> Records provided:
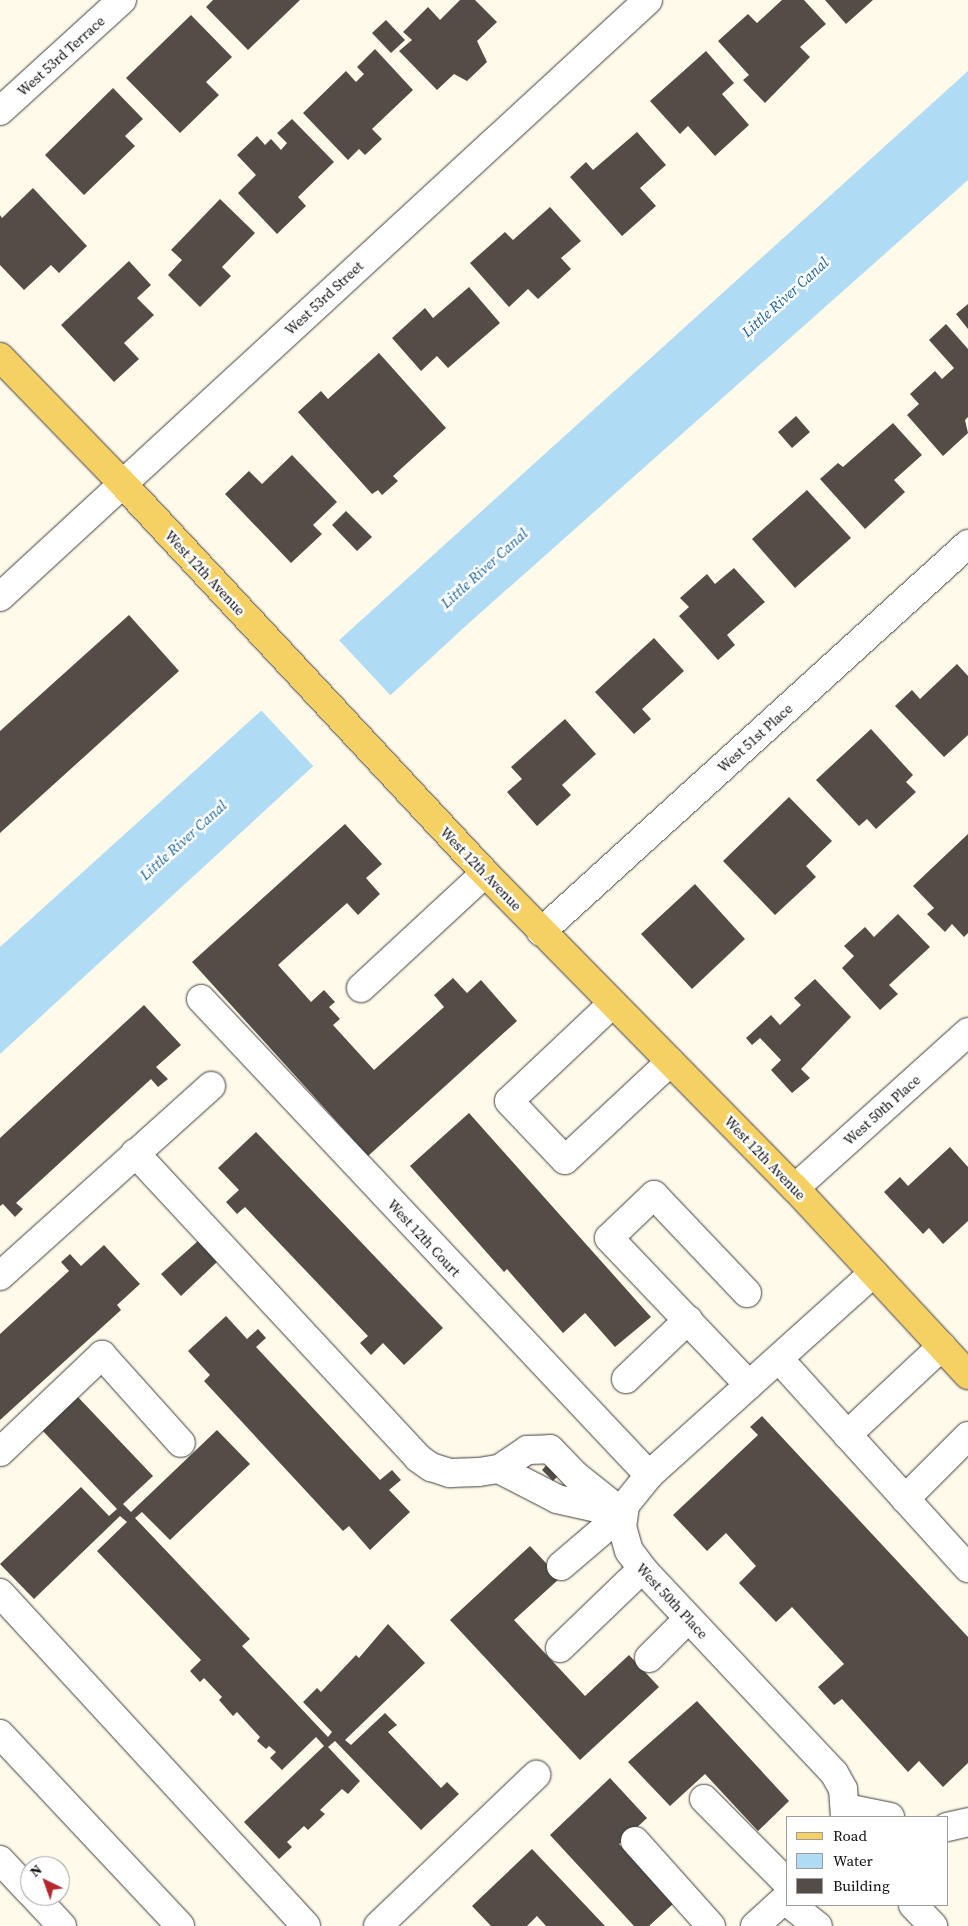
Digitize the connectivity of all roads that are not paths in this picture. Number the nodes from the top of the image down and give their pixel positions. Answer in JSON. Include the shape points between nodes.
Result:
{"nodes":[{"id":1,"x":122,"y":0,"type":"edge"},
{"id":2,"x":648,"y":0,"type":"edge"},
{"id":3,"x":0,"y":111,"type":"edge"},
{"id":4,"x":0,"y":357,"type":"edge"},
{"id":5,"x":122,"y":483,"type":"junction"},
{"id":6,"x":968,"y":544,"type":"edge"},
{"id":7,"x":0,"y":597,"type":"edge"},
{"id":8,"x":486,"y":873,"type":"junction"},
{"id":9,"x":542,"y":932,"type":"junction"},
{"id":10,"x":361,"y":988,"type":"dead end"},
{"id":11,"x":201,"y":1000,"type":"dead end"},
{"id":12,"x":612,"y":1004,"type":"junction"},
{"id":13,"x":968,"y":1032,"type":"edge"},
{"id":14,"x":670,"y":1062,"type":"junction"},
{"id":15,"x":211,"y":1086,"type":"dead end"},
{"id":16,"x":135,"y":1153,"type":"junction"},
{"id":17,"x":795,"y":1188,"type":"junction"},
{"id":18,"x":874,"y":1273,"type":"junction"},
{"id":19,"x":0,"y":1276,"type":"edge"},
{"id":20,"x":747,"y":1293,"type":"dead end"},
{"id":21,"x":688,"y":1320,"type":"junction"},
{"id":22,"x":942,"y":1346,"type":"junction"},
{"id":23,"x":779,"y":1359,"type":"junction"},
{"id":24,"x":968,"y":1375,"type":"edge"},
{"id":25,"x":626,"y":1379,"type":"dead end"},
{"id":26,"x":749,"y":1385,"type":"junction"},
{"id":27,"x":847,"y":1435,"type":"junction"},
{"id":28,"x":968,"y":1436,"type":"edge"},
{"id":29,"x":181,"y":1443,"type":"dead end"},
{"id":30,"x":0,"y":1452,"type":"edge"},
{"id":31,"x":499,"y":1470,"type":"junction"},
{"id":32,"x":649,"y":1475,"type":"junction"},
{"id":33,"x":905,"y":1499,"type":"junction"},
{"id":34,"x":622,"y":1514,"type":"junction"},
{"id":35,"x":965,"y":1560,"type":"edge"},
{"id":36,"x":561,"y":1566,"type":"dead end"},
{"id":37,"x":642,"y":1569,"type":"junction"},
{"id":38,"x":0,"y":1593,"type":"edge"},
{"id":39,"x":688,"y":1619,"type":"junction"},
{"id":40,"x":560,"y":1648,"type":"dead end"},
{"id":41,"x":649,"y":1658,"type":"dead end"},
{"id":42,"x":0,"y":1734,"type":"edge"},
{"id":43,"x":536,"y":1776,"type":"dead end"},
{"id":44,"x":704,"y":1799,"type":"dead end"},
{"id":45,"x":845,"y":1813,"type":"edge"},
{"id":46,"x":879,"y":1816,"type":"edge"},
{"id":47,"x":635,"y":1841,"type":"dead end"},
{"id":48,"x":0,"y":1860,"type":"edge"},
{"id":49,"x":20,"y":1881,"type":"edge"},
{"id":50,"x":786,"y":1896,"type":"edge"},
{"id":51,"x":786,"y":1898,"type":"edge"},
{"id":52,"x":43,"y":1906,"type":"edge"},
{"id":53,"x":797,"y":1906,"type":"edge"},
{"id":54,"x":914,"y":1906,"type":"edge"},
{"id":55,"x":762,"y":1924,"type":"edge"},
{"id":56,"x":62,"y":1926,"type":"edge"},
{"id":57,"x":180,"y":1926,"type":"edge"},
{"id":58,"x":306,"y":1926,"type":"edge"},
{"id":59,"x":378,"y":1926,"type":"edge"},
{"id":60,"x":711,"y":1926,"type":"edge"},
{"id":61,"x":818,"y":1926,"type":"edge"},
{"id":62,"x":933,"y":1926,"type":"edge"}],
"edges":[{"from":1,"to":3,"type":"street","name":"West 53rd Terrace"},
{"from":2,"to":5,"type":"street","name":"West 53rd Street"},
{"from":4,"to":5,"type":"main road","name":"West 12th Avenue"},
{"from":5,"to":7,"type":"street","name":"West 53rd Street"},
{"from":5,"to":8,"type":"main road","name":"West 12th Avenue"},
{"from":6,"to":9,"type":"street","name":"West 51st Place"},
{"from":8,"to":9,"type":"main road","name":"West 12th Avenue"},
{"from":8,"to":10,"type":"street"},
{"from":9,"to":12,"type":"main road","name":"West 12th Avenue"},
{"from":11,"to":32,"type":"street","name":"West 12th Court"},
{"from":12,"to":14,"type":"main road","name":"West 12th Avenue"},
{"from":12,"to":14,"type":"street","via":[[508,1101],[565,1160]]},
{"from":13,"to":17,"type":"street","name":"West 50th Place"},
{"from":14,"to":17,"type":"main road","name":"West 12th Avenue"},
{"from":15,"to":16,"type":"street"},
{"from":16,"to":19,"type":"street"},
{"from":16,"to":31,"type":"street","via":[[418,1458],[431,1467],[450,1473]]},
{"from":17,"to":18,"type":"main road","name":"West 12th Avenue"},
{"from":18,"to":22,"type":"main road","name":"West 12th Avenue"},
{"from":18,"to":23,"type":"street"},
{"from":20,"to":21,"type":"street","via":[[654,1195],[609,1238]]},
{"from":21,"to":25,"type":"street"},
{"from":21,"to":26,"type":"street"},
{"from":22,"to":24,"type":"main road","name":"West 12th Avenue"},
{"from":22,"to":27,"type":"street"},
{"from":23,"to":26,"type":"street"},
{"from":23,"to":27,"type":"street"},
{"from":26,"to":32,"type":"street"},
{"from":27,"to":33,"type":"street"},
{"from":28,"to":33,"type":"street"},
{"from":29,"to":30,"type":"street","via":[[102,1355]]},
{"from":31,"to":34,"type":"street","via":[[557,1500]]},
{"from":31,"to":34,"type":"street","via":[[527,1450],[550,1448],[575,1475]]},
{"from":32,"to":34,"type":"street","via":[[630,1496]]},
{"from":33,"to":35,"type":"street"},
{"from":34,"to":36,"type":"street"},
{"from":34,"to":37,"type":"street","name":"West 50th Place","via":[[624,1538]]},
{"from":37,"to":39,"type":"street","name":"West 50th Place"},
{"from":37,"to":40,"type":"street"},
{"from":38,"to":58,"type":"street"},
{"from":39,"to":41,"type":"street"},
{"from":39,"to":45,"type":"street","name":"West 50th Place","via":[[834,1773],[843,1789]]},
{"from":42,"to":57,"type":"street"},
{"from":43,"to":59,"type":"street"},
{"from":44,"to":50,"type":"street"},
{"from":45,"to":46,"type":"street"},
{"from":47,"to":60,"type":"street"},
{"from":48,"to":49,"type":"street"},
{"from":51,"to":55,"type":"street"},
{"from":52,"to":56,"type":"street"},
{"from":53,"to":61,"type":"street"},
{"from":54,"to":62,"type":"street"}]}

> Task description: Print the data once more without any change, skipping each picture.

> Result of the task:
Digitize the connectivity of all roads that are not paths in this picture. Number the nodes from the top of the image down and give their pixel positions. Answer in JSON. Include the shape points between nodes.
Result:
{"nodes":[{"id":1,"x":122,"y":0,"type":"edge"},
{"id":2,"x":648,"y":0,"type":"edge"},
{"id":3,"x":0,"y":111,"type":"edge"},
{"id":4,"x":0,"y":357,"type":"edge"},
{"id":5,"x":122,"y":483,"type":"junction"},
{"id":6,"x":968,"y":544,"type":"edge"},
{"id":7,"x":0,"y":597,"type":"edge"},
{"id":8,"x":486,"y":873,"type":"junction"},
{"id":9,"x":542,"y":932,"type":"junction"},
{"id":10,"x":361,"y":988,"type":"dead end"},
{"id":11,"x":201,"y":1000,"type":"dead end"},
{"id":12,"x":612,"y":1004,"type":"junction"},
{"id":13,"x":968,"y":1032,"type":"edge"},
{"id":14,"x":670,"y":1062,"type":"junction"},
{"id":15,"x":211,"y":1086,"type":"dead end"},
{"id":16,"x":135,"y":1153,"type":"junction"},
{"id":17,"x":795,"y":1188,"type":"junction"},
{"id":18,"x":874,"y":1273,"type":"junction"},
{"id":19,"x":0,"y":1276,"type":"edge"},
{"id":20,"x":747,"y":1293,"type":"dead end"},
{"id":21,"x":688,"y":1320,"type":"junction"},
{"id":22,"x":942,"y":1346,"type":"junction"},
{"id":23,"x":779,"y":1359,"type":"junction"},
{"id":24,"x":968,"y":1375,"type":"edge"},
{"id":25,"x":626,"y":1379,"type":"dead end"},
{"id":26,"x":749,"y":1385,"type":"junction"},
{"id":27,"x":847,"y":1435,"type":"junction"},
{"id":28,"x":968,"y":1436,"type":"edge"},
{"id":29,"x":181,"y":1443,"type":"dead end"},
{"id":30,"x":0,"y":1452,"type":"edge"},
{"id":31,"x":499,"y":1470,"type":"junction"},
{"id":32,"x":649,"y":1475,"type":"junction"},
{"id":33,"x":905,"y":1499,"type":"junction"},
{"id":34,"x":622,"y":1514,"type":"junction"},
{"id":35,"x":965,"y":1560,"type":"edge"},
{"id":36,"x":561,"y":1566,"type":"dead end"},
{"id":37,"x":642,"y":1569,"type":"junction"},
{"id":38,"x":0,"y":1593,"type":"edge"},
{"id":39,"x":688,"y":1619,"type":"junction"},
{"id":40,"x":560,"y":1648,"type":"dead end"},
{"id":41,"x":649,"y":1658,"type":"dead end"},
{"id":42,"x":0,"y":1734,"type":"edge"},
{"id":43,"x":536,"y":1776,"type":"dead end"},
{"id":44,"x":704,"y":1799,"type":"dead end"},
{"id":45,"x":845,"y":1813,"type":"edge"},
{"id":46,"x":879,"y":1816,"type":"edge"},
{"id":47,"x":635,"y":1841,"type":"dead end"},
{"id":48,"x":0,"y":1860,"type":"edge"},
{"id":49,"x":20,"y":1881,"type":"edge"},
{"id":50,"x":786,"y":1896,"type":"edge"},
{"id":51,"x":786,"y":1898,"type":"edge"},
{"id":52,"x":43,"y":1906,"type":"edge"},
{"id":53,"x":797,"y":1906,"type":"edge"},
{"id":54,"x":914,"y":1906,"type":"edge"},
{"id":55,"x":762,"y":1924,"type":"edge"},
{"id":56,"x":62,"y":1926,"type":"edge"},
{"id":57,"x":180,"y":1926,"type":"edge"},
{"id":58,"x":306,"y":1926,"type":"edge"},
{"id":59,"x":378,"y":1926,"type":"edge"},
{"id":60,"x":711,"y":1926,"type":"edge"},
{"id":61,"x":818,"y":1926,"type":"edge"},
{"id":62,"x":933,"y":1926,"type":"edge"}],
"edges":[{"from":1,"to":3,"type":"street","name":"West 53rd Terrace"},
{"from":2,"to":5,"type":"street","name":"West 53rd Street"},
{"from":4,"to":5,"type":"main road","name":"West 12th Avenue"},
{"from":5,"to":7,"type":"street","name":"West 53rd Street"},
{"from":5,"to":8,"type":"main road","name":"West 12th Avenue"},
{"from":6,"to":9,"type":"street","name":"West 51st Place"},
{"from":8,"to":9,"type":"main road","name":"West 12th Avenue"},
{"from":8,"to":10,"type":"street"},
{"from":9,"to":12,"type":"main road","name":"West 12th Avenue"},
{"from":11,"to":32,"type":"street","name":"West 12th Court"},
{"from":12,"to":14,"type":"main road","name":"West 12th Avenue"},
{"from":12,"to":14,"type":"street","via":[[508,1101],[565,1160]]},
{"from":13,"to":17,"type":"street","name":"West 50th Place"},
{"from":14,"to":17,"type":"main road","name":"West 12th Avenue"},
{"from":15,"to":16,"type":"street"},
{"from":16,"to":19,"type":"street"},
{"from":16,"to":31,"type":"street","via":[[418,1458],[431,1467],[450,1473]]},
{"from":17,"to":18,"type":"main road","name":"West 12th Avenue"},
{"from":18,"to":22,"type":"main road","name":"West 12th Avenue"},
{"from":18,"to":23,"type":"street"},
{"from":20,"to":21,"type":"street","via":[[654,1195],[609,1238]]},
{"from":21,"to":25,"type":"street"},
{"from":21,"to":26,"type":"street"},
{"from":22,"to":24,"type":"main road","name":"West 12th Avenue"},
{"from":22,"to":27,"type":"street"},
{"from":23,"to":26,"type":"street"},
{"from":23,"to":27,"type":"street"},
{"from":26,"to":32,"type":"street"},
{"from":27,"to":33,"type":"street"},
{"from":28,"to":33,"type":"street"},
{"from":29,"to":30,"type":"street","via":[[102,1355]]},
{"from":31,"to":34,"type":"street","via":[[557,1500]]},
{"from":31,"to":34,"type":"street","via":[[527,1450],[550,1448],[575,1475]]},
{"from":32,"to":34,"type":"street","via":[[630,1496]]},
{"from":33,"to":35,"type":"street"},
{"from":34,"to":36,"type":"street"},
{"from":34,"to":37,"type":"street","name":"West 50th Place","via":[[624,1538]]},
{"from":37,"to":39,"type":"street","name":"West 50th Place"},
{"from":37,"to":40,"type":"street"},
{"from":38,"to":58,"type":"street"},
{"from":39,"to":41,"type":"street"},
{"from":39,"to":45,"type":"street","name":"West 50th Place","via":[[834,1773],[843,1789]]},
{"from":42,"to":57,"type":"street"},
{"from":43,"to":59,"type":"street"},
{"from":44,"to":50,"type":"street"},
{"from":45,"to":46,"type":"street"},
{"from":47,"to":60,"type":"street"},
{"from":48,"to":49,"type":"street"},
{"from":51,"to":55,"type":"street"},
{"from":52,"to":56,"type":"street"},
{"from":53,"to":61,"type":"street"},
{"from":54,"to":62,"type":"street"}]}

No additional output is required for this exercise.